YOUR INSTRUCTIONS
Each line of the listing below that includes "roads" must be copied.

EXTRACTED INFORMATION

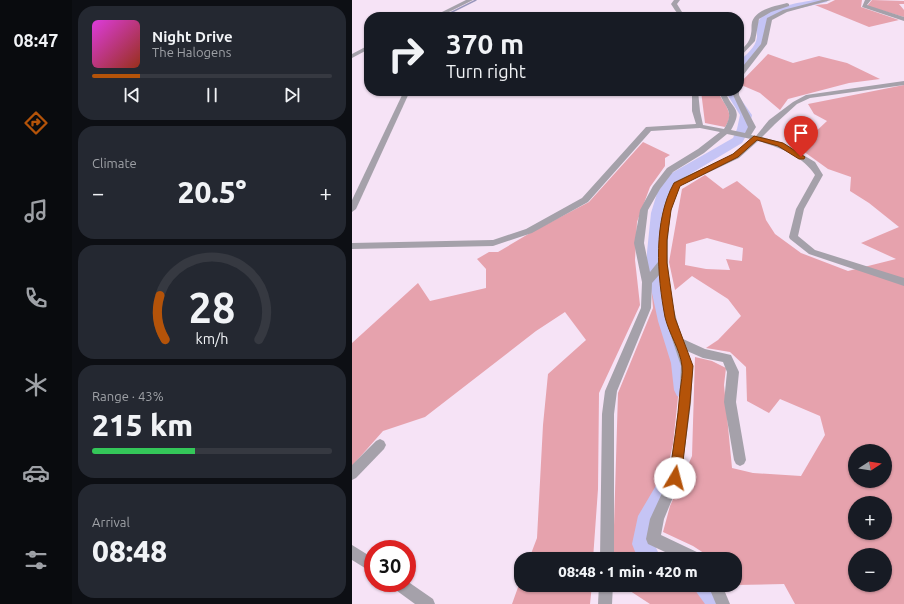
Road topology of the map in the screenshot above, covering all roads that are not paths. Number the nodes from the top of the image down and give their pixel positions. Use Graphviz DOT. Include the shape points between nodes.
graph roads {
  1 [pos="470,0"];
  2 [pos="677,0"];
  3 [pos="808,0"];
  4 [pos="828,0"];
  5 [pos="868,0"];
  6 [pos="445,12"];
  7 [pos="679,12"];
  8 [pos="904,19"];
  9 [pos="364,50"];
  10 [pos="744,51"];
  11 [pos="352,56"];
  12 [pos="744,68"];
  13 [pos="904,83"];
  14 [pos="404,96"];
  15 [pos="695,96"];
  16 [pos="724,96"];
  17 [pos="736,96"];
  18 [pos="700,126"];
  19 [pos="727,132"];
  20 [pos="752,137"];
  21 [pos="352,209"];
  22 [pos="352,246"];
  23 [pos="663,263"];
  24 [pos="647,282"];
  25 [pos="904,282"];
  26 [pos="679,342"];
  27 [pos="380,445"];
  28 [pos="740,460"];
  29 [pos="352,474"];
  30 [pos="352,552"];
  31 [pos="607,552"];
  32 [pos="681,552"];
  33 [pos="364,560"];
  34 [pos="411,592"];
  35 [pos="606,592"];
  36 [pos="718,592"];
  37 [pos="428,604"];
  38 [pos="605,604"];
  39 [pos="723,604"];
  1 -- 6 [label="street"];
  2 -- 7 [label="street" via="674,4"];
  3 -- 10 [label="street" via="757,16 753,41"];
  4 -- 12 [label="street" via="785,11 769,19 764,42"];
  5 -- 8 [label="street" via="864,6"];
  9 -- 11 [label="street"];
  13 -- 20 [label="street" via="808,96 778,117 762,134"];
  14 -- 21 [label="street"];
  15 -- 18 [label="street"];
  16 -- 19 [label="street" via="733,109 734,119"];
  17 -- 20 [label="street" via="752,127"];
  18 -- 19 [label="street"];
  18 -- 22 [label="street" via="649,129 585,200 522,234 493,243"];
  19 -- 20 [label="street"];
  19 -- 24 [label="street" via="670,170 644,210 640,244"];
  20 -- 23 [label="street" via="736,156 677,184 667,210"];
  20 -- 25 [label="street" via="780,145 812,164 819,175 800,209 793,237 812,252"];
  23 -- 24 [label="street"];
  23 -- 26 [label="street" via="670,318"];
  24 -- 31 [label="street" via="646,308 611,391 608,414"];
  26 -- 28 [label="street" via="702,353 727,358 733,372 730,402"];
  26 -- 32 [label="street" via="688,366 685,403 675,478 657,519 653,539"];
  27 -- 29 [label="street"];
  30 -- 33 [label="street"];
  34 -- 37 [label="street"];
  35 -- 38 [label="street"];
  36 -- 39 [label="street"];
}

EXPECTED OUTPUT
Road topology of the map in the screenshot above, covering all roads that are not paths. Number the nodes from the top of the image down and give their pixel positions. Use Graphviz DOT. Include the shape points between nodes.
graph roads {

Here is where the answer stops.